TASK REQUIREMENTS
Only the count is needed. Count the lines below with the word "شارع" in them.

DATASET
☆ ☆ ☆ ☆ ☆ ☆ ☆
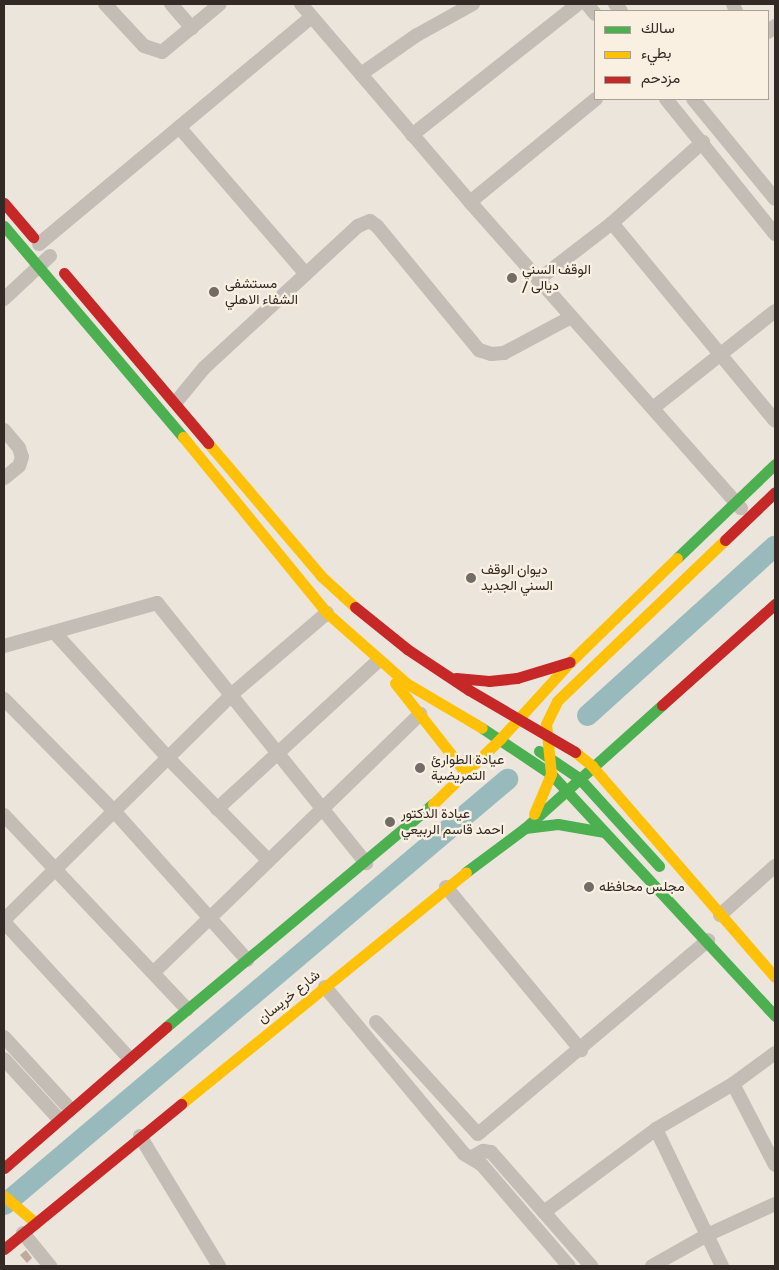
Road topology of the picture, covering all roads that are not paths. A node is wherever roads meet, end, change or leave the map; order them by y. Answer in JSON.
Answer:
{"nodes":[{"id":1,"x":105,"y":4,"type":"edge"},
{"id":2,"x":172,"y":4,"type":"edge"},
{"id":3,"x":220,"y":4,"type":"edge"},
{"id":4,"x":301,"y":4,"type":"edge"},
{"id":5,"x":473,"y":4,"type":"edge"},
{"id":6,"x":578,"y":4,"type":"edge"},
{"id":7,"x":311,"y":17,"type":"junction"},
{"id":8,"x":192,"y":28,"type":"junction"},
{"id":9,"x":361,"y":74,"type":"junction"},
{"id":10,"x":595,"y":100,"type":"edge"},
{"id":11,"x":667,"y":100,"type":"edge"},
{"id":12,"x":694,"y":100,"type":"edge"},
{"id":13,"x":179,"y":127,"type":"junction"},
{"id":14,"x":412,"y":135,"type":"junction"},
{"id":15,"x":703,"y":142,"type":"junction"},
{"id":16,"x":775,"y":199,"type":"edge"},
{"id":17,"x":470,"y":202,"type":"junction"},
{"id":18,"x":4,"y":203,"type":"edge"},
{"id":19,"x":612,"y":223,"type":"junction"},
{"id":20,"x":4,"y":226,"type":"edge"},
{"id":21,"x":775,"y":234,"type":"edge"},
{"id":22,"x":39,"y":244,"type":"junction"},
{"id":23,"x":50,"y":256,"type":"junction"},
{"id":24,"x":38,"y":266,"type":"junction"},
{"id":25,"x":306,"y":274,"type":"junction"},
{"id":26,"x":538,"y":280,"type":"junction"},
{"id":27,"x":4,"y":299,"type":"edge"},
{"id":28,"x":775,"y":311,"type":"edge"},
{"id":29,"x":571,"y":317,"type":"junction"},
{"id":30,"x":722,"y":355,"type":"junction"},
{"id":31,"x":176,"y":402,"type":"junction"},
{"id":32,"x":653,"y":408,"type":"junction"},
{"id":33,"x":775,"y":421,"type":"edge"},
{"id":34,"x":4,"y":430,"type":"edge"},
{"id":35,"x":775,"y":464,"type":"edge"},
{"id":36,"x":4,"y":478,"type":"edge"},
{"id":37,"x":775,"y":492,"type":"edge"},
{"id":38,"x":737,"y":503,"type":"junction"},
{"id":39,"x":749,"y":518,"type":"junction"},
{"id":40,"x":775,"y":604,"type":"edge"},
{"id":41,"x":327,"y":612,"type":"junction"},
{"id":42,"x":54,"y":632,"type":"junction"},
{"id":43,"x":4,"y":646,"type":"edge"},
{"id":44,"x":378,"y":661,"type":"junction"},
{"id":45,"x":570,"y":662,"type":"junction"},
{"id":46,"x":448,"y":677,"type":"junction"},
{"id":47,"x":232,"y":694,"type":"junction"},
{"id":48,"x":4,"y":699,"type":"edge"},
{"id":49,"x":420,"y":714,"type":"junction"},
{"id":50,"x":519,"y":718,"type":"junction"},
{"id":51,"x":548,"y":736,"type":"junction"},
{"id":52,"x":500,"y":739,"type":"junction"},
{"id":53,"x":277,"y":750,"type":"junction"},
{"id":54,"x":552,"y":757,"type":"junction"},
{"id":55,"x":168,"y":759,"type":"junction"},
{"id":56,"x":592,"y":766,"type":"junction"},
{"id":57,"x":465,"y":772,"type":"junction"},
{"id":58,"x":551,"y":774,"type":"junction"},
{"id":59,"x":579,"y":778,"type":"junction"},
{"id":60,"x":566,"y":790,"type":"junction"},
{"id":61,"x":323,"y":806,"type":"junction"},
{"id":62,"x":217,"y":809,"type":"junction"},
{"id":63,"x":114,"y":811,"type":"junction"},
{"id":64,"x":4,"y":815,"type":"edge"},
{"id":65,"x":525,"y":828,"type":"junction"},
{"id":66,"x":604,"y":832,"type":"junction"},
{"id":67,"x":268,"y":860,"type":"junction"},
{"id":68,"x":366,"y":863,"type":"junction"},
{"id":69,"x":775,"y":866,"type":"edge"},
{"id":70,"x":57,"y":868,"type":"junction"},
{"id":71,"x":446,"y":887,"type":"junction"},
{"id":72,"x":694,"y":887,"type":"junction"},
{"id":73,"x":720,"y":915,"type":"junction"},
{"id":74,"x":208,"y":918,"type":"junction"},
{"id":75,"x":4,"y":921,"type":"edge"},
{"id":76,"x":708,"y":940,"type":"junction"},
{"id":77,"x":247,"y":960,"type":"junction"},
{"id":78,"x":772,"y":967,"type":"edge"},
{"id":79,"x":154,"y":972,"type":"junction"},
{"id":80,"x":326,"y":987,"type":"junction"},
{"id":81,"x":187,"y":1008,"type":"junction"},
{"id":82,"x":775,"y":1016,"type":"edge"},
{"id":83,"x":376,"y":1022,"type":"dead end"},
{"id":84,"x":4,"y":1037,"type":"edge"},
{"id":85,"x":581,"y":1050,"type":"junction"},
{"id":86,"x":775,"y":1053,"type":"edge"},
{"id":87,"x":129,"y":1058,"type":"junction"},
{"id":88,"x":4,"y":1060,"type":"edge"},
{"id":89,"x":733,"y":1084,"type":"junction"},
{"id":90,"x":70,"y":1109,"type":"junction"},
{"id":91,"x":59,"y":1119,"type":"junction"},
{"id":92,"x":656,"y":1129,"type":"junction"},
{"id":93,"x":140,"y":1136,"type":"junction"},
{"id":94,"x":472,"y":1157,"type":"junction"},
{"id":95,"x":775,"y":1165,"type":"edge"},
{"id":96,"x":4,"y":1168,"type":"edge"},
{"id":97,"x":4,"y":1196,"type":"edge"},
{"id":98,"x":775,"y":1204,"type":"edge"},
{"id":99,"x":544,"y":1212,"type":"junction"},
{"id":100,"x":36,"y":1223,"type":"junction"},
{"id":101,"x":23,"y":1233,"type":"junction"},
{"id":102,"x":707,"y":1235,"type":"junction"},
{"id":103,"x":4,"y":1249,"type":"edge"},
{"id":104,"x":50,"y":1266,"type":"edge"},
{"id":105,"x":219,"y":1266,"type":"edge"},
{"id":106,"x":569,"y":1266,"type":"edge"},
{"id":107,"x":592,"y":1266,"type":"edge"},
{"id":108,"x":652,"y":1266,"type":"edge"},
{"id":109,"x":722,"y":1266,"type":"edge"}],
"edges":[{"from":1,"to":8,"type":"street"},
{"from":2,"to":8,"type":"street"},
{"from":3,"to":8,"type":"street"},
{"from":4,"to":7,"type":"street"},
{"from":5,"to":9,"type":"street"},
{"from":6,"to":14,"type":"street"},
{"from":7,"to":9,"type":"street"},
{"from":7,"to":13,"type":"street"},
{"from":9,"to":14,"type":"street"},
{"from":10,"to":17,"type":"street"},
{"from":11,"to":15,"type":"street"},
{"from":12,"to":16,"type":"street"},
{"from":13,"to":22,"type":"street"},
{"from":13,"to":25,"type":"street"},
{"from":14,"to":17,"type":"street"},
{"from":15,"to":19,"type":"street"},
{"from":15,"to":21,"type":"street"},
{"from":17,"to":26,"type":"street"},
{"from":18,"to":22,"type":"main road"},
{"from":19,"to":26,"type":"street"},
{"from":19,"to":30,"type":"street"},
{"from":20,"to":24,"type":"main road"},
{"from":22,"to":23,"type":"main road"},
{"from":23,"to":24,"type":"street"},
{"from":23,"to":31,"type":"main road"},
{"from":24,"to":27,"type":"street"},
{"from":24,"to":41,"type":"main road"},
{"from":25,"to":29,"type":"street"},
{"from":25,"to":31,"type":"street"},
{"from":26,"to":29,"type":"street"},
{"from":28,"to":30,"type":"street"},
{"from":29,"to":32,"type":"street"},
{"from":30,"to":32,"type":"street"},
{"from":30,"to":33,"type":"street"},
{"from":31,"to":46,"type":"main road"},
{"from":32,"to":38,"type":"street"},
{"from":34,"to":36,"type":"street"},
{"from":35,"to":38,"type":"main road"},
{"from":37,"to":39,"type":"main road"},
{"from":38,"to":39,"type":"street"},
{"from":38,"to":45,"type":"main road"},
{"from":39,"to":51,"type":"main road"},
{"from":40,"to":56,"type":"main road","name":"شارع خريسان"},
{"from":41,"to":44,"type":"main road"},
{"from":41,"to":47,"type":"street"},
{"from":42,"to":43,"type":"street"},
{"from":42,"to":47,"type":"street"},
{"from":42,"to":55,"type":"street"},
{"from":44,"to":49,"type":"main road"},
{"from":44,"to":52,"type":"main road"},
{"from":44,"to":53,"type":"street"},
{"from":45,"to":46,"type":"main road"},
{"from":45,"to":50,"type":"main road"},
{"from":46,"to":50,"type":"main road"},
{"from":47,"to":53,"type":"street"},
{"from":47,"to":55,"type":"street"},
{"from":48,"to":63,"type":"street"},
{"from":49,"to":57,"type":"main road"},
{"from":49,"to":61,"type":"street"},
{"from":50,"to":51,"type":"main road"},
{"from":50,"to":52,"type":"main road"},
{"from":51,"to":54,"type":"main road"},
{"from":51,"to":56,"type":"main road"},
{"from":52,"to":54,"type":"main road"},
{"from":52,"to":57,"type":"main road"},
{"from":52,"to":58,"type":"main road"},
{"from":53,"to":61,"type":"street"},
{"from":53,"to":62,"type":"street"},
{"from":54,"to":58,"type":"main road"},
{"from":54,"to":59,"type":"main road"},
{"from":55,"to":62,"type":"street"},
{"from":55,"to":63,"type":"street"},
{"from":56,"to":59,"type":"main road","name":"شارع خريسان"},
{"from":56,"to":72,"type":"main road"},
{"from":57,"to":68,"type":"main road"},
{"from":58,"to":60,"type":"main road"},
{"from":58,"to":65,"type":"main road"},
{"from":59,"to":60,"type":"main road","name":"شارع خريسان"},
{"from":59,"to":72,"type":"main road"},
{"from":60,"to":65,"type":"main road","name":"شارع خريسان"},
{"from":60,"to":66,"type":"main road"},
{"from":61,"to":67,"type":"street"},
{"from":61,"to":68,"type":"street"},
{"from":62,"to":67,"type":"street"},
{"from":63,"to":70,"type":"street"},
{"from":63,"to":74,"type":"street"},
{"from":64,"to":70,"type":"street"},
{"from":65,"to":66,"type":"main road"},
{"from":65,"to":71,"type":"main road","name":"شارع خريسان"},
{"from":66,"to":76,"type":"main road"},
{"from":67,"to":74,"type":"street"},
{"from":68,"to":77,"type":"main road"},
{"from":69,"to":73,"type":"street"},
{"from":70,"to":75,"type":"street"},
{"from":70,"to":79,"type":"street"},
{"from":71,"to":80,"type":"main road","name":"شارع خريسان"},
{"from":71,"to":85,"type":"street"},
{"from":72,"to":73,"type":"main road"},
{"from":73,"to":78,"type":"main road"},
{"from":74,"to":77,"type":"street"},
{"from":74,"to":79,"type":"street"},
{"from":75,"to":87,"type":"street"},
{"from":76,"to":82,"type":"main road"},
{"from":76,"to":85,"type":"street"},
{"from":77,"to":81,"type":"main road"},
{"from":79,"to":81,"type":"street"},
{"from":80,"to":93,"type":"main road","name":"شارع خريسان"},
{"from":80,"to":94,"type":"street"},
{"from":81,"to":87,"type":"main road"},
{"from":83,"to":85,"type":"street"},
{"from":84,"to":90,"type":"street"},
{"from":86,"to":89,"type":"street"},
{"from":87,"to":90,"type":"main road"},
{"from":88,"to":91,"type":"street"},
{"from":89,"to":92,"type":"street"},
{"from":89,"to":95,"type":"street"},
{"from":90,"to":91,"type":"main road"},
{"from":91,"to":96,"type":"main road"},
{"from":92,"to":99,"type":"street"},
{"from":92,"to":102,"type":"street"},
{"from":93,"to":100,"type":"main road","name":"شارع خريسان"},
{"from":93,"to":105,"type":"street"},
{"from":94,"to":99,"type":"street"},
{"from":94,"to":106,"type":"street"},
{"from":97,"to":100,"type":"main road"},
{"from":98,"to":102,"type":"street"},
{"from":99,"to":107,"type":"street"},
{"from":100,"to":101,"type":"main road","name":"شارع خريسان"},
{"from":101,"to":103,"type":"main road","name":"شارع خريسان"},
{"from":101,"to":104,"type":"street"},
{"from":102,"to":108,"type":"street"},
{"from":102,"to":109,"type":"street"}]}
☆ ☆ ☆ ☆ ☆ ☆ ☆
EXERCISE RESULT
10